Use conductor groups to partition nova-compute services for Ironic

https://blueprints.launchpad.net/nova/+spec/ironic-conductor-groups

Use ironic’s conductor group feature to limit the subset of nodes which a nova-compute service will manage. This allows for partitioning nova-compute services to a particular location (building, aisle, rack, etc), and provides a way for operators to manage the failure domain of a given nova-compute service.

Problem description

As OpenStack deployments become larger, and edge compute becomes a reality, there is a desire to be able to co-locate the nova-compute service with some subset of ironic nodes.

There is also a desire to be able to reduce the failure domain of a nova-compute service, and to be able to make the failure domain more predictable in terms of which ironic nodes can no longer be scheduled to.

Use Cases

Operators managing large and/or distributed ironic environments need more control over the failure domain of a nova-compute service.

Proposed change

A configuration option partition_key will be added, to tell the nova-compute service which conductor_group (an ironic-ism) it is responsible for managing. This will be used as a filter when querying the list of nodes from ironic, so that only the subset of nodes which have a conductor_group matching the partition_key will be returned.

As nova-compute services have a hash ring which further partitions the subset of nodes which a given nova-compute service is managing, we need a mechanism to tell the service which other compute services are managing the same partition_key.
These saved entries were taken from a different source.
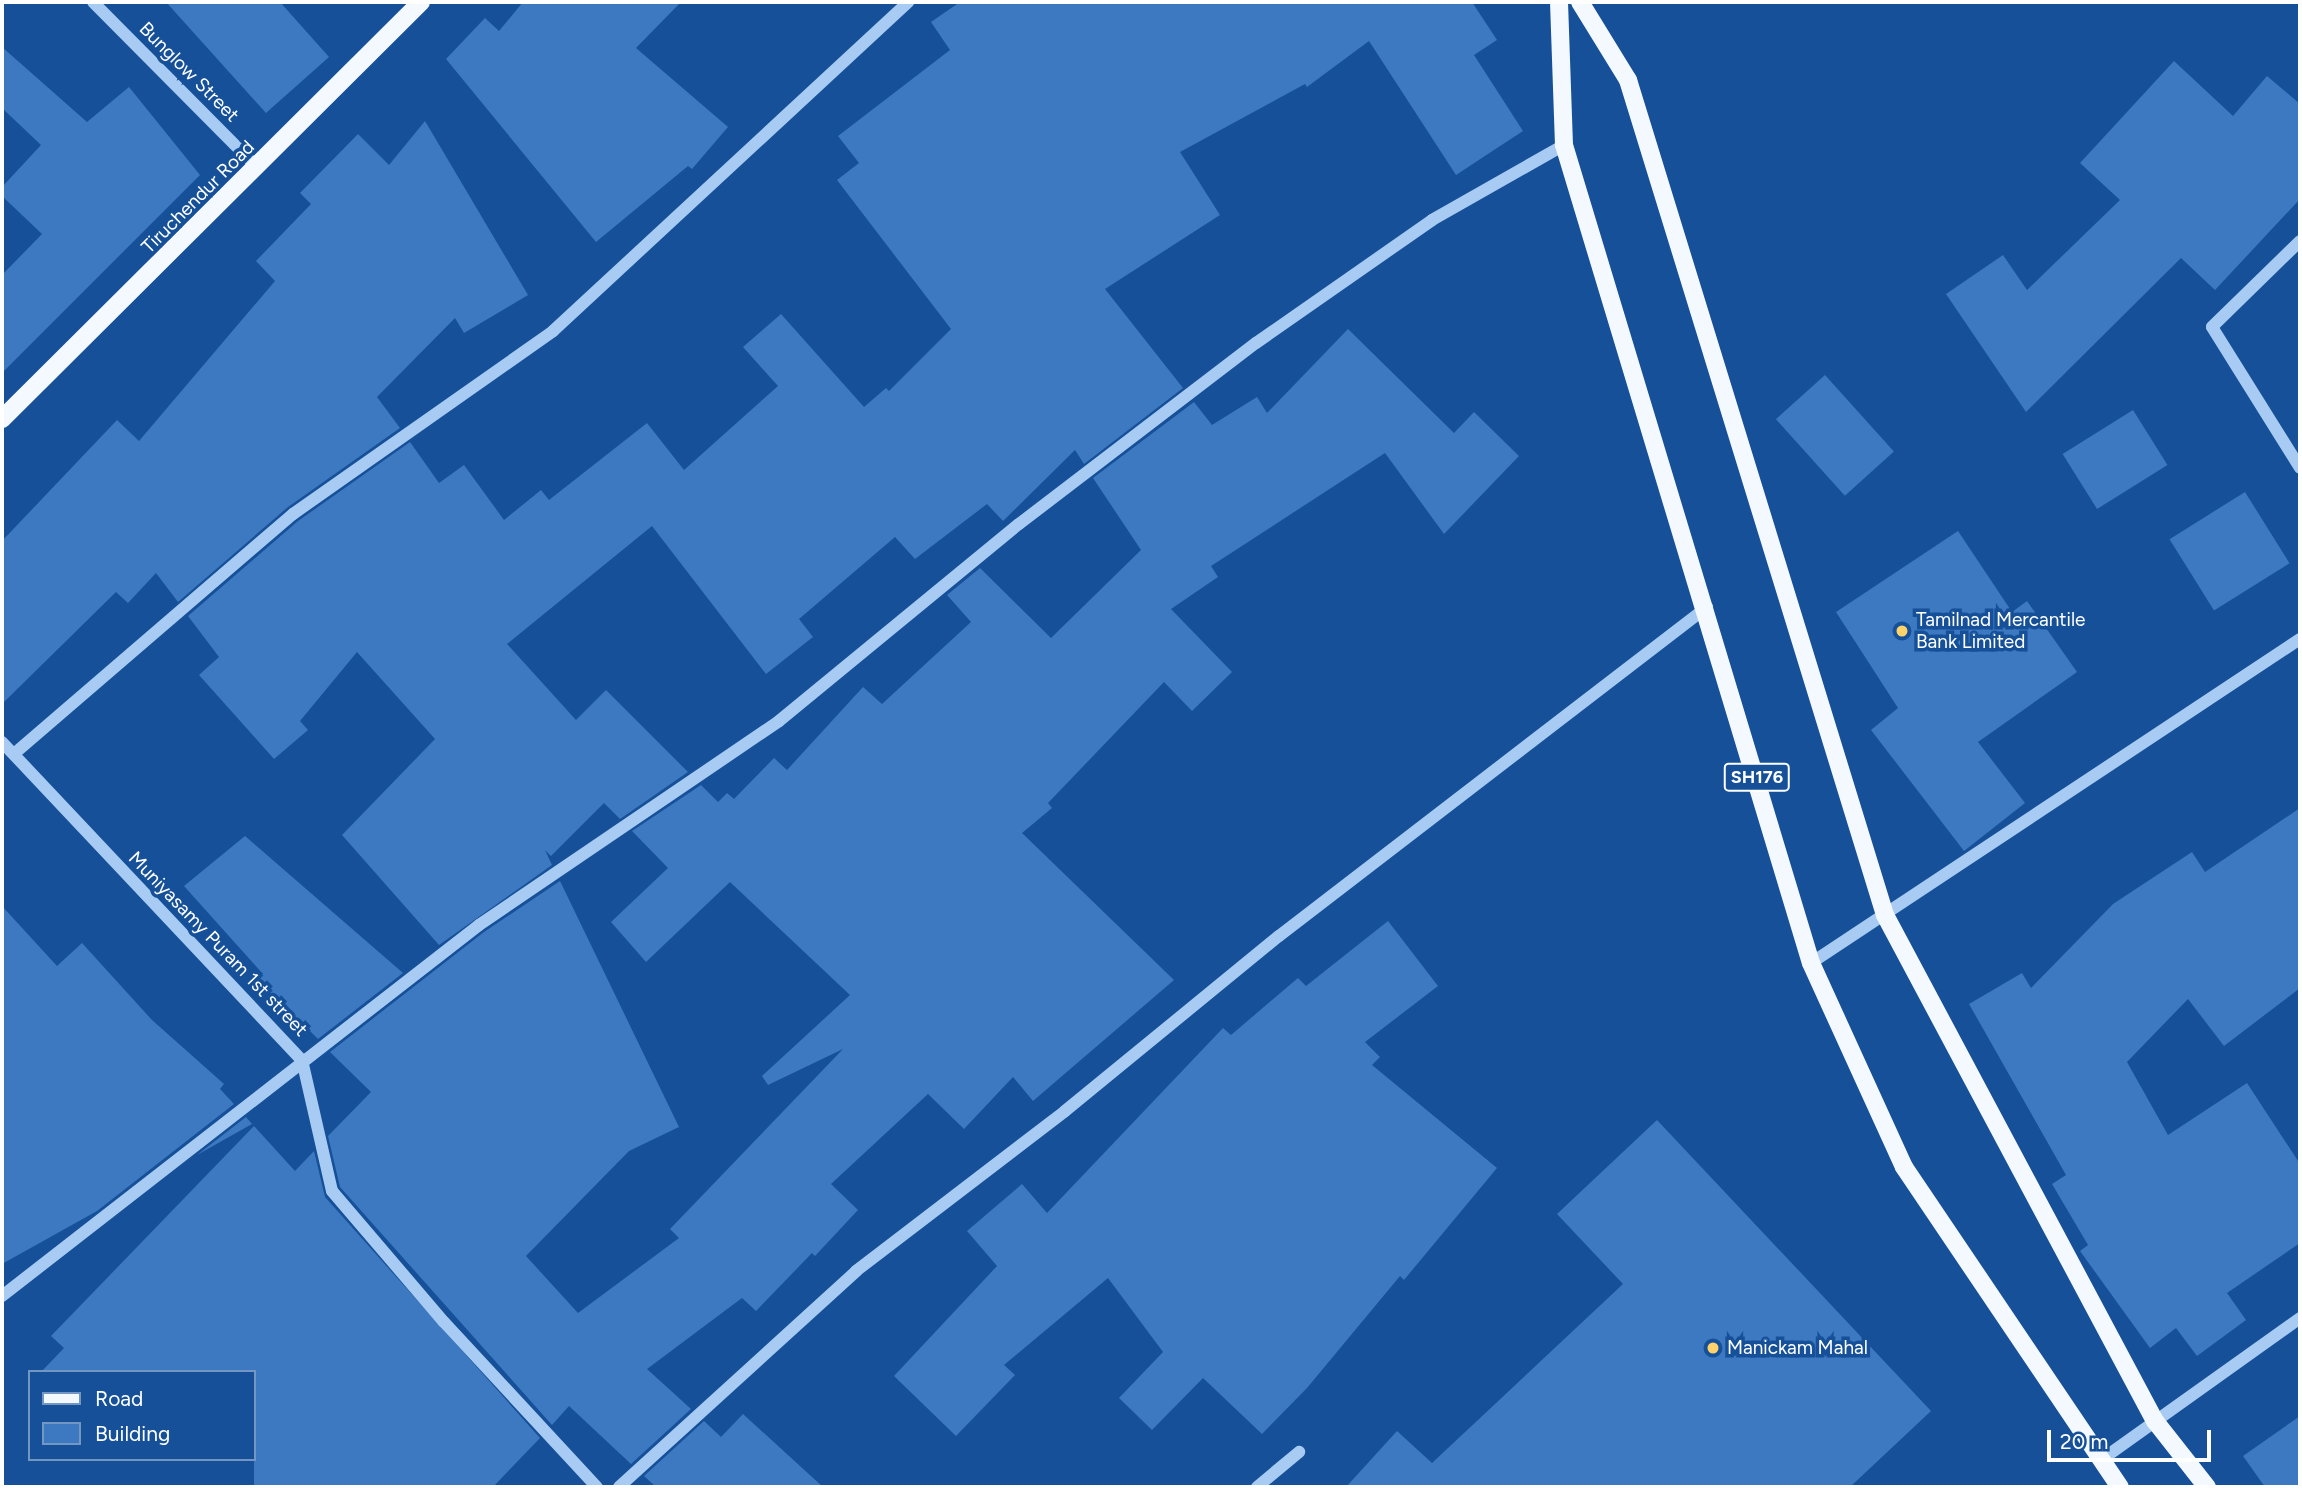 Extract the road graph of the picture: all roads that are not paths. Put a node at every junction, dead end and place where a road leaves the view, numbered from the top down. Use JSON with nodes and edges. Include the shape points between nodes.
{"nodes":[{"id":1,"x":93,"y":2,"type":"edge"},
{"id":2,"x":421,"y":2,"type":"edge"},
{"id":3,"x":908,"y":2,"type":"edge"},
{"id":4,"x":1559,"y":2,"type":"edge"},
{"id":5,"x":1580,"y":2,"type":"edge"},
{"id":6,"x":1564,"y":145,"type":"junction"},
{"id":7,"x":258,"y":168,"type":"junction"},
{"id":8,"x":2300,"y":241,"type":"edge"},
{"id":9,"x":2,"y":419,"type":"edge"},
{"id":10,"x":2300,"y":468,"type":"edge"},
{"id":11,"x":1707,"y":607,"type":"junction"},
{"id":12,"x":2300,"y":639,"type":"edge"},
{"id":13,"x":2,"y":742,"type":"edge"},
{"id":14,"x":15,"y":753,"type":"junction"},
{"id":15,"x":1885,"y":915,"type":"junction"},
{"id":16,"x":1811,"y":963,"type":"junction"},
{"id":17,"x":302,"y":1060,"type":"junction"},
{"id":18,"x":2,"y":1296,"type":"edge"},
{"id":19,"x":2300,"y":1318,"type":"edge"},
{"id":20,"x":2155,"y":1421,"type":"junction"},
{"id":21,"x":1299,"y":1452,"type":"dead end"},
{"id":22,"x":2101,"y":1460,"type":"junction"},
{"id":23,"x":597,"y":1487,"type":"edge"},
{"id":24,"x":619,"y":1487,"type":"edge"},
{"id":25,"x":1257,"y":1487,"type":"edge"},
{"id":26,"x":2120,"y":1487,"type":"edge"},
{"id":27,"x":2207,"y":1487,"type":"edge"}],
"edges":[{"from":1,"to":7,"type":"street","name":"Bunglow Street"},
{"from":2,"to":7,"type":"main road","name":"Tiruchendur Road"},
{"from":3,"to":14,"type":"street","via":[[553,331],[293,514]]},
{"from":4,"to":6,"type":"main road","number":"SH176"},
{"from":5,"to":15,"type":"main road","via":[[1628,80]]},
{"from":6,"to":11,"type":"main road","number":"SH176"},
{"from":6,"to":17,"type":"street","via":[[1432,220],[1256,343],[1019,524],[779,720],[480,925]]},
{"from":7,"to":9,"type":"main road","name":"Tiruchendur Road"},
{"from":8,"to":10,"type":"street","via":[[2212,327]]},
{"from":11,"to":16,"type":"main road","number":"SH176"},
{"from":11,"to":24,"type":"street","via":[[1279,936],[1065,1111],[856,1271]]},
{"from":12,"to":15,"type":"street"},
{"from":13,"to":14,"type":"street","name":"Muniyasamy Puram 1st street"},
{"from":14,"to":17,"type":"street","name":"Muniyasamy Puram 1st street"},
{"from":15,"to":16,"type":"street"},
{"from":15,"to":20,"type":"main road"},
{"from":16,"to":22,"type":"main road","number":"SH176","via":[[1904,1167]]},
{"from":17,"to":18,"type":"street"},
{"from":17,"to":23,"type":"street","name":"Muniyasamy Puram 1st street","via":[[332,1191],[444,1322]]},
{"from":19,"to":20,"type":"street"},
{"from":20,"to":22,"type":"street"},
{"from":20,"to":27,"type":"main road"},
{"from":21,"to":25,"type":"street"},
{"from":22,"to":26,"type":"main road","number":"SH176"}]}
To do this, we will add another configuration option, peer_list, which is a comma-separated list of hostnames of other compute services managing the same subset of nodes. If set, this will be used instead of the current code, which fetches a list of all compute services running the ironic driver from the database. To ensure that the hash ring splits nodes only between currently running compute services, we will check this list against the database and filter out any inactive services (i.e. has not checked in recently) listed in peer_list.

partition_key will default to None. If the value is None, this functionality will be disabled, and the behavior will be the same as before, where all nodes are eligible to be managed by the compute service, and all compute services are considered as peers. Any other value will enable this service, limiting the nodes to the conductor group matching partition_key, and using the peer_list configuration option to determine the list of peers.

Both options will be added to the [ironic] config group, and will be “mutable”, meaning it only requires a SIGHUP to update the running service with new config values.

Alternatives

Ideally, we wouldn’t need a peer_list configuration option, as we would be able to dynamically fetch this list from the database, and it’s prone to operator mistakes.

One option to do this is to add a field to the compute service record, to store the partition key. Compute services running the ironic driver could then use this field to determine their peer list. During the Stein PTG discussion about this feature, we agreed not to do this, as adding fields or blobjects in the service record for a single driver is a layer violation.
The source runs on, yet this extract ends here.